Descriptive Analysis of Mobility Patterns
In this section, the evolution of different mobility patterns is described. Different correlation patterns shed light on a possible narrative accompanying the evolution during the six phases (see Table 1). We first elaborate on activity spaces before looking at various mode-specific patterns.
All the time-series graphs show moving averages (with a window size of 30 days) to filter the noise. For most figures, the evolution is depicted both in absolute numbers, comparing the average of the different phases (bar charts), and in relation to the baseline period, reflecting percentage deviations (line charts). Dotted vertical lines segment the time axis into the seven phases (each segment corresponding to one bar). Triangles mark end-of-September days which represent the midpoint of the baseline (and should therefore be comparable beyond seasonal patterns). Squares mark the end of the timeline, emphasizing the relative evolution since the beginning of the pandemic. The reader should keep in mind that the baseline is a rather arbitrary point in time (e.g., capturing the seasonal patterns of Switzerland’s autumn months) before the pandemic.
Not surprisingly, activity spaces, as measured by the 95% confidence ellipse area, were considerably depressed during the pandemic and are strongly governed by imposed COVID restrictions (see Figure 2). Seasonal patterns might exaggerate the effects of the pandemic, with prevalence being higher during winter months in which activity spaces usually are smaller. However, recent levels have not yet reached pre-pandemic ones. The home-office population reduced activity spaces more pronouncedly at the onset of the crisis but had slightly larger activity spaces compared with their work-outside-home peers in the calm summer months (phase 4). However, in the normalization phase, the activity spaces of the in-office population are again the largest. Therefore it is not clear whether home-office working depresses activity spaces in normal times. Further, considerable pre-pandemic differences in the levels exist: The participants working partly remotely and partly in-office had much larger activity ellipses in the baseline. Again, it is pivotal to understand that these people were not necessarily working in a mixed-working arrangement before the crisis, but were at the time of the survey. Nevertheless, this highlights how working arrangements segmented the population and affected transport demand by depressing the activity spaces of particularly mobile groups (with large activity spaces).

Change in activity spaces.
In Figure 3 the change in average daily distance as well as the change in number of stages by mode is depicted. A stage is a movement with one means of transport, including possible waiting times, in contrast to a trip, which is a sequence of stages from one activity to the next. All the modes react strongly to the evolution of the pandemic, with bicycle being the only mode that shows cyclical (correlated with case numbers) patterns and walking being relatively stable. PT (bus, train, tram) was considerably hit and has not yet recovered from the shift induced by the pandemic, with bus being the exception. Daily distance and number of stages show very similar patterns with similar magnitudes (percentage deviations). From Figures 2 and 3 together it could be argued that individuals tend to stay in closer proximity to their home location and therefore bicycle and bus are comparatively more frequently used (with the personal bicycle being available more freely).

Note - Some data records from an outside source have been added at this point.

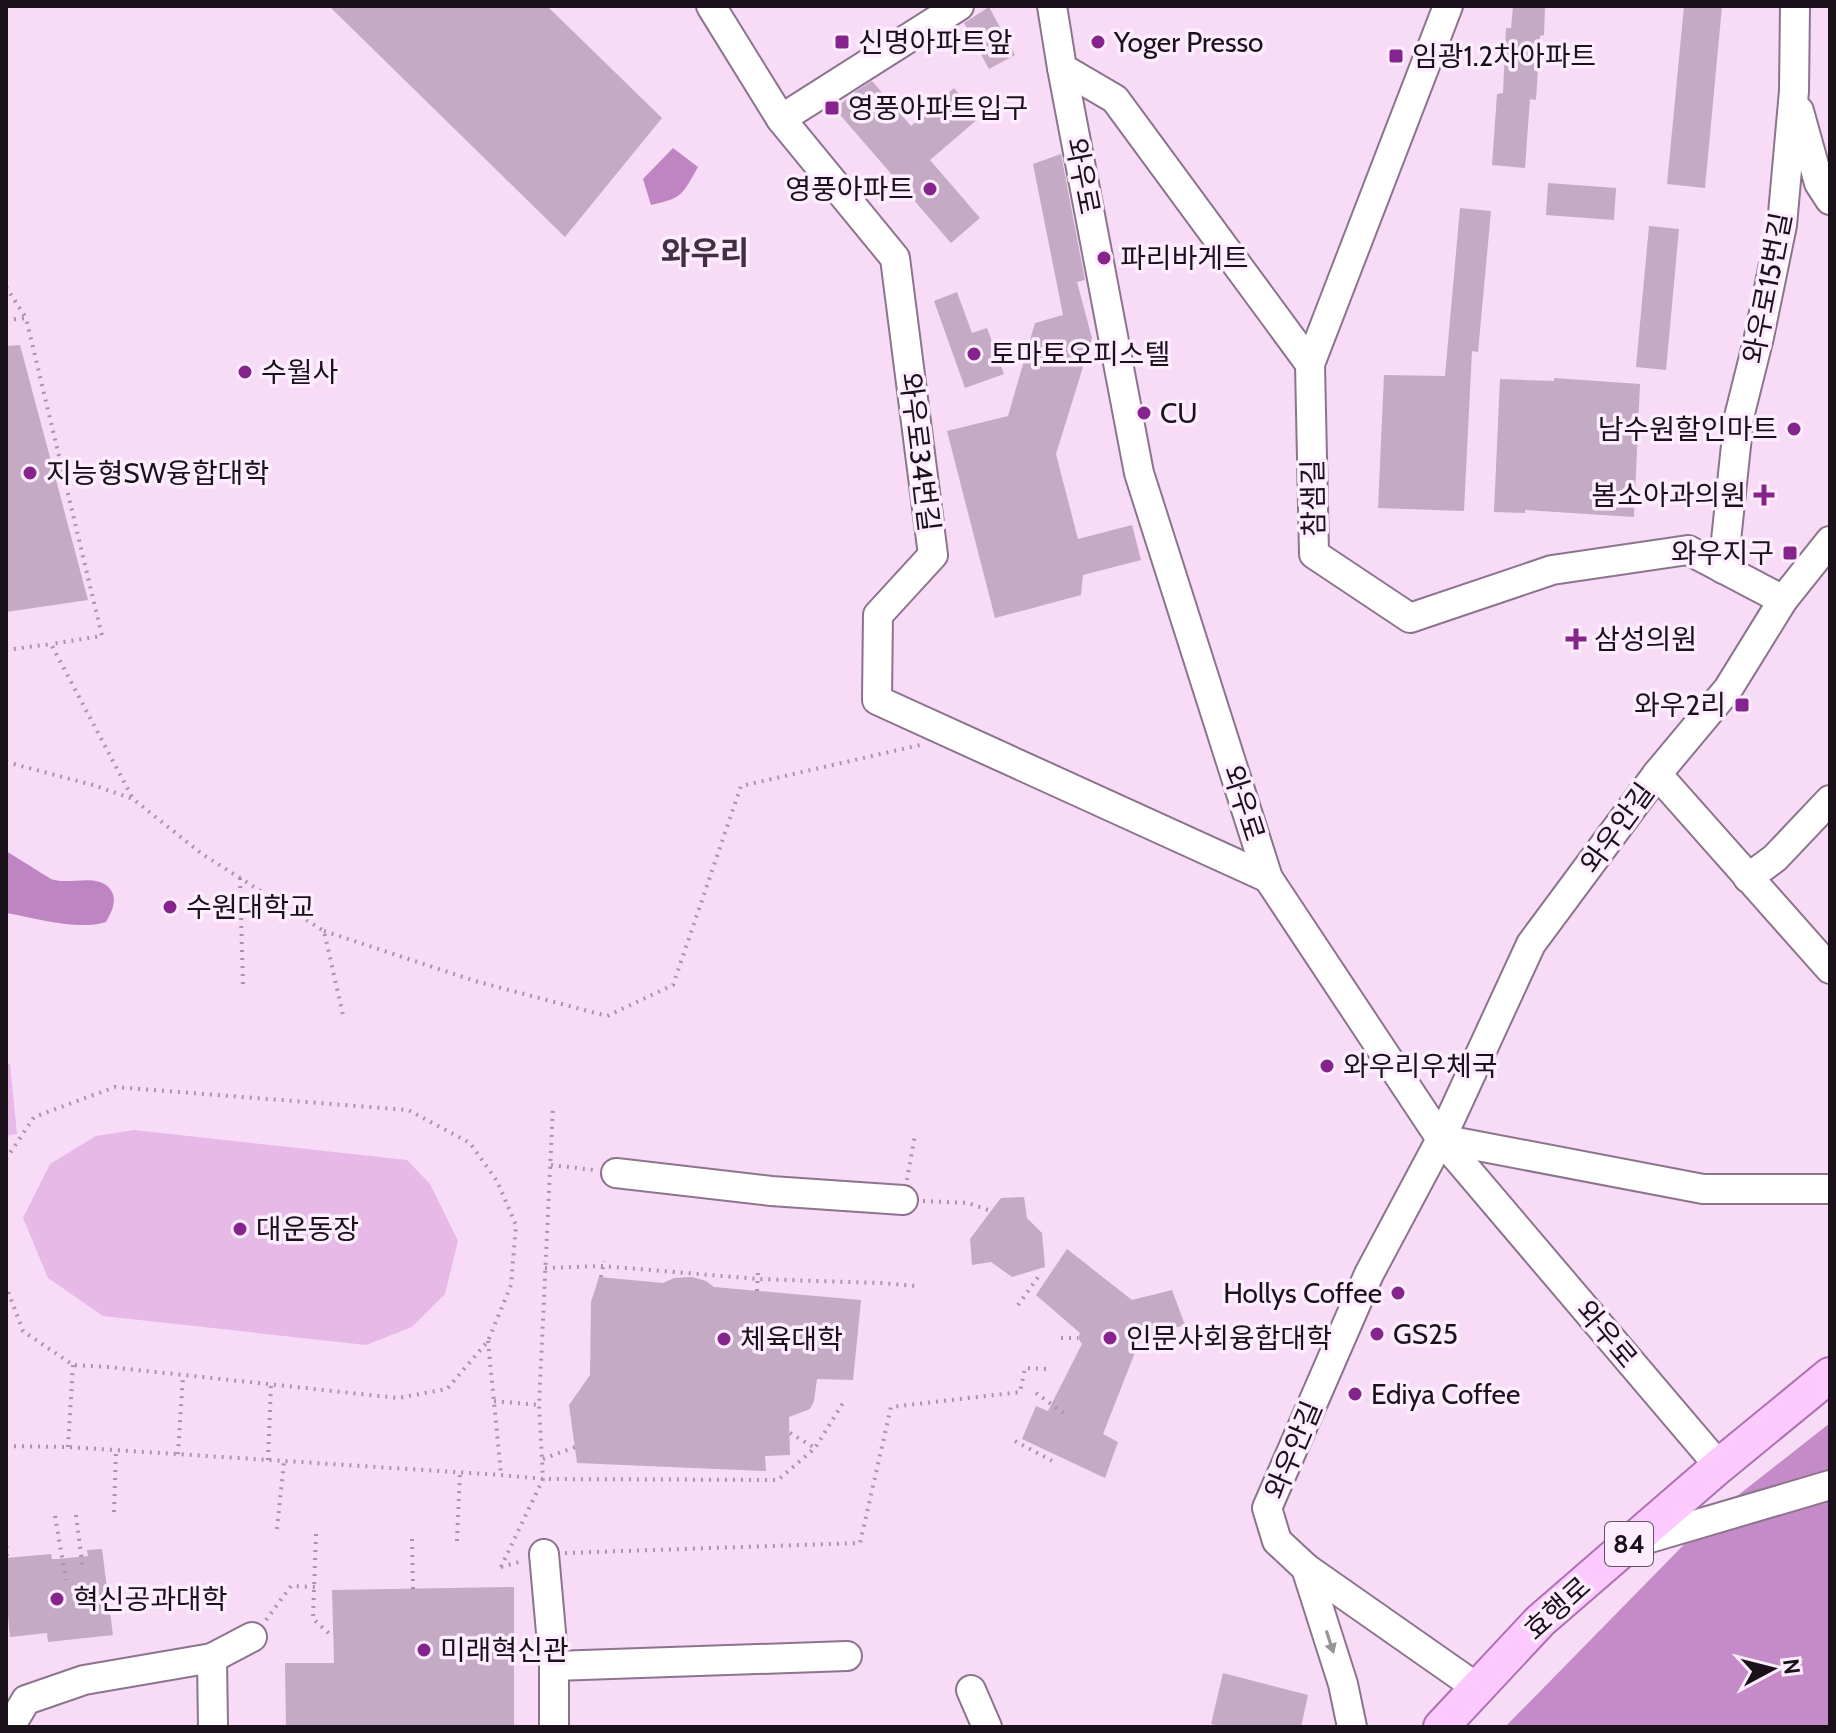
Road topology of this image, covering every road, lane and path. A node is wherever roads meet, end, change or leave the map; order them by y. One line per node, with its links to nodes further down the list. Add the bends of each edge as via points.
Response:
1 (711, 6): 8 (street, 와우로34번길)
2 (959, 6): 8 (street)
3 (1052, 6): 6 (street, 와우로)
4 (1448, 6): 13 (street, 참샘길)
5 (1795, 6): 7 (street, 와우로15번길)
6 (1062, 68): 13 (street, via 1115,99); 25 (street, 와우로, via 1139,473)
7 (1794, 91): 9 (street, via 1819,183); 15 (street, 와우로15번길, via 1782,225 1739,417)
8 (781, 119): 19 (street, 와우로34번길, via 895,258 933,555 878,615 877,700)
9 (1830, 200)
10 (6, 287): 11 (path)
11 (26, 318): 12 (path); 17 (path, via 102,636)
12 (6, 320)
13 (1310, 364): 15 (street, 참샘길, via 1314,554 1410,618 1552,570 1688,550)
14 (1830, 541): 16 (street, 와우안길)
15 (1723, 569): 16 (street, 참샘길)
16 (1783, 600): 21 (street, 와우안길, via 1728,689)
17 (51, 644): 18 (path); 22 (path)
18 (6, 650)
19 (958, 736): 25 (street, 와우로34번길); 27 (path, via 741,786 673,985 607,1016 475,981)
20 (6, 762): 22 (path)
21 (1657, 774): 26 (street); 33 (street, 와우안길, via 1531,944)
22 (133, 799): 24 (path)
23 (1830, 800): 26 (street, via 1775,858)
24 (240, 878): 27 (path); 29 (path)
25 (1268, 878): 33 (street, 와우로)
26 (1748, 878): 28 (street)
27 (324, 931): 30 (path)
28 (1830, 969)
29 (243, 986)
30 (343, 1015)
31 (553, 1106): 35 (path)
32 (915, 1135): 38 (path)
33 (1441, 1139): 37 (street, via 1703,1189); 75 (street, 와우로); 91 (street, 와우안길, via 1369,1274 1267,1508 1277,1541)
34 (6, 1159): 52 (path, via 34,1117 115,1087 408,1110 470,1143 497,1181 516,1225 511,1285)
35 (550, 1165): 36 (path); 41 (path)
36 (616, 1173): 38 (street)
37 (1830, 1189)
38 (903, 1200): 39 (path, via 968,1203)
39 (991, 1211)
40 (604, 1264): 41 (path); 44 (path); 45 (path)
41 (545, 1268): 61 (path)
42 (758, 1271): 45 (path)
43 (1041, 1273): 49 (path)
44 (601, 1277)
45 (758, 1279): 47 (path); 48 (path)
46 (6, 1286): 53 (path, via 23,1331)
47 (916, 1286)
48 (757, 1291)
49 (1018, 1305)
50 (1061, 1338): 51 (path)
51 (1078, 1338)
52 (488, 1341): 57 (path, via 447,1389 398,1398); 59 (path)
53 (73, 1365): 55 (path); 66 (path)
54 (1047, 1369): 89 (path, via 1025,1368 1020,1392 891,1407 860,1543)
55 (183, 1375): 57 (path); 70 (path)
56 (1830, 1375): 75 (main road, 효행로 / 84)
57 (271, 1384): 72 (path)
58 (1036, 1393): 62 (path)
59 (494, 1401): 61 (path); 77 (path)
60 (843, 1403): 68 (path)
61 (539, 1405): 71 (path)
62 (1065, 1414)
63 (790, 1433): 68 (path)
64 (1015, 1441): 74 (path)
65 (6, 1446): 66 (path)
66 (68, 1447): 69 (path)
67 (575, 1447): 71 (path)
68 (815, 1448): 78 (path, via 778,1480)
69 (116, 1450): 70 (path); 80 (path)
70 (178, 1454): 72 (path)
71 (543, 1459): 78 (path)
72 (268, 1460): 73 (path)
73 (284, 1462): 76 (path); 83 (path)
74 (1056, 1463)
75 (1719, 1466): 88 (main road, 효행로 / 84)
76 (460, 1472): 77 (path); 87 (path)
77 (501, 1475): 78 (path)
78 (543, 1479): 89 (path, via 501,1567)
79 (1830, 1485): 88 (street)
80 (114, 1512)
81 (76, 1515): 92 (path)
82 (55, 1516): 93 (path)
83 (277, 1529)
84 (316, 1534): 94 (path)
85 (6, 1538): 90 (path)
86 (412, 1539): 95 (path)
87 (457, 1541)
88 (1628, 1544): 101 (main road, 효행로 / 84, via 1540,1621)
89 (544, 1554): 100 (street)
90 (7, 1558)
91 (1306, 1568): 101 (street, 와우안길); 107 (street, one-way to 107)
92 (83, 1570)
93 (66, 1580)
94 (315, 1587): 96 (path, via 291,1586); 97 (path, via 313,1619)
95 (413, 1589)
96 (252, 1637): 99 (street)
97 (333, 1637)
98 (847, 1656): 100 (street)
99 (212, 1658): 103 (street, via 84,1680 26,1700); 104 (street)
100 (554, 1666): 105 (street)
101 (1476, 1687): 108 (main road, 효행로 / 84)
102 (971, 1690): 106 (street)
103 (10, 1727)
104 (213, 1727)
105 (554, 1727)
106 (987, 1727)
107 (1352, 1727)
108 (1441, 1727)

Change in average daily distance and number of stages by mode.
A very similar picture is portrayed in Figure 4 where we show average stage lengths and the average number of stages per day and by mode. The bicycle boom described by various authors (e.g., Molloy et al. [ 4 ] or Meister et al. [ 5 ]) has its foundation in the peak visible in the year 2020 and in bicycle being the only mode that benefited from restrictive measures. Despite bicycle stage lengths not reaching these very high levels, it is still the case that bicycle usage is slightly higher than during the pandemic. In particular, it is used more frequently. On the other hand, train travel has considerably reduced but is on a steady upward trend ever since. The reduction was primarily caused by fewer trips and not necessarily by shorter travel distances. One explanation could be that annual subscriptions (which reduce the marginal cost of PT travel considerably) got canceled in times of high uncertainty, making the mode less attractive, especially when accompanied by hygiene concerns.

Average trip-leg length (left) and number of trips by mode (right). Comparison year on year.
Similarly, when differentiating by working arrangement, the collinearity between daily distances and number of stages is evident (see Figure 5). Both distances and number of stages could be reduced most pronouncedly by home-office working during the onset of the crisis. While the number of stages reached pre-pandemic levels for all working arrangements, daily distances did not for the more home-based peer groups. That is, the home-office population was more mobile before the crisis. Looking at absolute levels shows that people working at home during the crisis had a higher average daily distance in the baseline, potentially not because of the work situation but because of other moderating (socioeconomic) factors. Considering the latest phase, all working arrangements share similar levels. Therefore, one could again conclude, that home office does depress transport demand, not because the home-office population travel less per se but because they would have made particular long journeys in the absence of the hybrid working arrangement (e.g., long commuting distances which they now can avoid).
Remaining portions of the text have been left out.